From various inscriptions in this chronicle, we gain some
notion of Leopold Moczygemba's progress during the nine years
which followed his reception of the Franciscan habit at Osimo,
Italy, on November 17, 1843. As Father Bonaventure Maria he
was affiliated to the Convent of S. Vittoria delle Frate where,
after a year's novitiate, he made his profession on November
18. After his profession at Osimo in 1844, Frater Bonaventure
Maria began a peripatetic course of studies for the priesthood
which took him first to Ascoli-Piceno, then to Recanati in
October 1846. The same year, however, he was transferred to
the Franciscan College at Urbino.
In this ancient Italian town, Frater Bonaventure Maria Moczygemba,
O.F.M. Conv., received the subdiaconate on December 14, 1846
and the diaconate on March 10, 1847. Four months later, on
July 25, 1847, he was ordained a priest at Pesaro. He was
then three months short of twenty-three years of age. This
fact perhaps explains why within eight months after his ordination,
on July 25, 1848, young Father Leopold Bonaventure Maria (he
continued using his baptismal name after his ordination) was
sent by the Franciscan Minister General Magni to Wuerzburg,
Bavaria, for further studies.
During Father Leopold's four-year stay in the Bavarian Palatinate,
where the German Conventual Franciscans had a motherhouse
at Oggersheim, a significant thing happened. An American bishop,
the first ordinary of the recently-erected diocese of Galveston
in Texas, Bishop J. M. Odin, visited Oggersheim early in 1852
in search of priests for his diocese which included a growing
number of immigrant German Catholics. Among the five Conventual
Franciscan friars who accepted this mission call to America
was Father Leopold Bonaventure Maria Moczygemba, then not
quite twenty-eight years old and only in the fifth year of
his priesthood.
This pioneer band of Conventual Franciscan missionaries, which
was to establish the foundations of Conventual Franciscanism
in the United States, arrived at Texas sometime in April or
July 1852. In addition to Father Leopold, it consisted of
three other priests - Fathers Bonaventure Keller, superior;
Dominic Mesens and Anthony Mueller - and one lay brother,
Giles Augustin. From this group later came the great organizers
and builders of Conventual Franciscanism in America, the first
Commissary General and the first Minister Provincial.
Upon arrival in Galveston, the Franciscan missionaries were
at once entrusted with four parishes and twelve missions among
German Catholics. The parochial centers were located in the
towns of Castroville, Fredericksburg, New Braunsfels and D'Hanis;
from these the missionaries visited adjacent German settlements
to baptize, assist at marriages, preach and offer the sacrifice
of the Mass.
Father Leopold Moczygemba began his Texas missionary work,
according to one source, in the parish at New Braunsfels.
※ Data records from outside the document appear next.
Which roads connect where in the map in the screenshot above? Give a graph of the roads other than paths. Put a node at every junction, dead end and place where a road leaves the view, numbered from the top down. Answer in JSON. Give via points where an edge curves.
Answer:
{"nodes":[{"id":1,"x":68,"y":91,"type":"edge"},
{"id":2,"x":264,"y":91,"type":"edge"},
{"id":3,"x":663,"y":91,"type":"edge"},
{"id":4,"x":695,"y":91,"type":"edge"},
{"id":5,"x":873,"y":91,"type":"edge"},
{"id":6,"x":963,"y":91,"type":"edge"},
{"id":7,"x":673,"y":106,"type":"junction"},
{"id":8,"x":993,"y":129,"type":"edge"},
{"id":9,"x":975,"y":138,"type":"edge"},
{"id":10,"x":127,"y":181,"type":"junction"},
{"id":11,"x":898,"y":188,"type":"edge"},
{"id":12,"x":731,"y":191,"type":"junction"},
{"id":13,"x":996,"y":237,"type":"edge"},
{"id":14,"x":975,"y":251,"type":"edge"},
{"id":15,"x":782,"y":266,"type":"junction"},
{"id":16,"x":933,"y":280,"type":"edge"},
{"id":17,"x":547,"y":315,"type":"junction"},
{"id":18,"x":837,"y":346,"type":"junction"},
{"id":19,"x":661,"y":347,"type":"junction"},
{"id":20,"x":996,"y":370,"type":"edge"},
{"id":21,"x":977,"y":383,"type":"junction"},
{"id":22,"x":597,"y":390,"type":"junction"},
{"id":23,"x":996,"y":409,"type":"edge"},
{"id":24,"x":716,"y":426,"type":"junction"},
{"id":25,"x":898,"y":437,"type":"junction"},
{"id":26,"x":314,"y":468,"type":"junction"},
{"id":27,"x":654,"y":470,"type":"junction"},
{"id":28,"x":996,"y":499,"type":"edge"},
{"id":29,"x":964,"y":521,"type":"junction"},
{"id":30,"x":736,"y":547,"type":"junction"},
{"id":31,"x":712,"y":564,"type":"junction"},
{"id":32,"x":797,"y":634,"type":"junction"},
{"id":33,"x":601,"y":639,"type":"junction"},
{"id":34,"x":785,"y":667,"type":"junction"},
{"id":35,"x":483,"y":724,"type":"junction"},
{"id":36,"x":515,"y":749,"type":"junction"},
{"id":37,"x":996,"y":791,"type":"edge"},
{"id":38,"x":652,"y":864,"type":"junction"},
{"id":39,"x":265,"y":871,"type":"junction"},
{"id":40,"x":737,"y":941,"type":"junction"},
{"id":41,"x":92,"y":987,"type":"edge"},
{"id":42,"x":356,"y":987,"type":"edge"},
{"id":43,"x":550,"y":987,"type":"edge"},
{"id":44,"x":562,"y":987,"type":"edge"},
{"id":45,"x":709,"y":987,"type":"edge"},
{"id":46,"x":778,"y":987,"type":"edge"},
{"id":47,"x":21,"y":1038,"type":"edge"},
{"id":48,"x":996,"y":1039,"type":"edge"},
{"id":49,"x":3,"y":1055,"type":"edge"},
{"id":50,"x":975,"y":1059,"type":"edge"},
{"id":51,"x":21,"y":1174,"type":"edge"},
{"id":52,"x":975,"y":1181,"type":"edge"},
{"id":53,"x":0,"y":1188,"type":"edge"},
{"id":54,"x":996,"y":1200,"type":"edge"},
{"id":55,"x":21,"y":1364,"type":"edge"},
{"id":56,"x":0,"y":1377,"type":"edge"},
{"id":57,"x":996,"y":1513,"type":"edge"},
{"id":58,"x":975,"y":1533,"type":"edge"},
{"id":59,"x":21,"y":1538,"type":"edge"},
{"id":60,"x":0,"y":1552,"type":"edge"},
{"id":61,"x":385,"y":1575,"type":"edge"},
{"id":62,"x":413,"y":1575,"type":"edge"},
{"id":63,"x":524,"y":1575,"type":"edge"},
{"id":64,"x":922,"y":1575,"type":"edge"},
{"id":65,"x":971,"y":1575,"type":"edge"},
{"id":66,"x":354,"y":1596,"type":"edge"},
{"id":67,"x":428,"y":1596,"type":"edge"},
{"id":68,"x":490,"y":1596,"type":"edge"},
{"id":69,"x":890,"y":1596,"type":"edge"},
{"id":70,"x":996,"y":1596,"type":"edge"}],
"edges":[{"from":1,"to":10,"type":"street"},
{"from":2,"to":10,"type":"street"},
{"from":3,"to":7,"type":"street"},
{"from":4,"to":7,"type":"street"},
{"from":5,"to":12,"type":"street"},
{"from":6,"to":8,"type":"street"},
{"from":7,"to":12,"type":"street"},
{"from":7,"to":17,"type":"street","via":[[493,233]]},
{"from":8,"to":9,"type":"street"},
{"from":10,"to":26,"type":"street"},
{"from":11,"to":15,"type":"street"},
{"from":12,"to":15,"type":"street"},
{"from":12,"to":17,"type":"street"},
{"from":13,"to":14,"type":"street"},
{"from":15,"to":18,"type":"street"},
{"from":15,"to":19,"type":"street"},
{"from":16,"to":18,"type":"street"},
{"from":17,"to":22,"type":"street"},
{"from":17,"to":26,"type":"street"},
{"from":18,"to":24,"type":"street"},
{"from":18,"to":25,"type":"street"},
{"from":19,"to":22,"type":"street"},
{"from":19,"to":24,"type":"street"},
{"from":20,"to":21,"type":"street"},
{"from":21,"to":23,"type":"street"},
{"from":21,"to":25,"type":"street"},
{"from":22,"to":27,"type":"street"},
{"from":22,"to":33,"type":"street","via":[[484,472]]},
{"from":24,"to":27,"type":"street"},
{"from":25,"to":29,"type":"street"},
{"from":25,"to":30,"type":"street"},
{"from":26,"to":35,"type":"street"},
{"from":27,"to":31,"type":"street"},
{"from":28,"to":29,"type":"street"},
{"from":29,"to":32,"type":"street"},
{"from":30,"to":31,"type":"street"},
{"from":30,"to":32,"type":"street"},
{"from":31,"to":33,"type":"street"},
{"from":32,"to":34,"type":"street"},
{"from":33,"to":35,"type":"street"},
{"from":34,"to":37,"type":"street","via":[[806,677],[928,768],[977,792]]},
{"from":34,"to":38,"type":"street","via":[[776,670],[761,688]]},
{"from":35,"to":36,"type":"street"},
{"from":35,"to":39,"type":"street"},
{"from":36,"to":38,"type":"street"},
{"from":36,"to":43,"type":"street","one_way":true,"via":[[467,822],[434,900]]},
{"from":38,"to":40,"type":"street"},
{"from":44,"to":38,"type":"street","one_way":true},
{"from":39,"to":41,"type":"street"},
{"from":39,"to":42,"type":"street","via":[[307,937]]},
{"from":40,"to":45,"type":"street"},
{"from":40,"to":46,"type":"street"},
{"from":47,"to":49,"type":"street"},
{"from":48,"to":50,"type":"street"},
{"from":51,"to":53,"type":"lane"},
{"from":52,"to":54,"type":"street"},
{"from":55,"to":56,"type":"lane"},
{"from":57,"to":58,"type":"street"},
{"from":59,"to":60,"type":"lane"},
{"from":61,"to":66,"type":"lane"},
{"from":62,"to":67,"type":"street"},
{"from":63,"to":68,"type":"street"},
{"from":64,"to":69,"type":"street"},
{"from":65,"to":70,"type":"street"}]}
He also labored among the German settlers of Castroville which
was originally entrusted to Father Dominic Mesens. The freedom
and growing pioneer prosperity of the German immigrants in
this southwest Texas territory struck a hopeful chord in Father
Leopold's imagination. He wrote home to his parents and relatives
hungering after freedom and land in Prussian Pluznica and
told them of the thousands of acres of virgin soil, untouched
by farmers' plows, that could be had cheaply in America.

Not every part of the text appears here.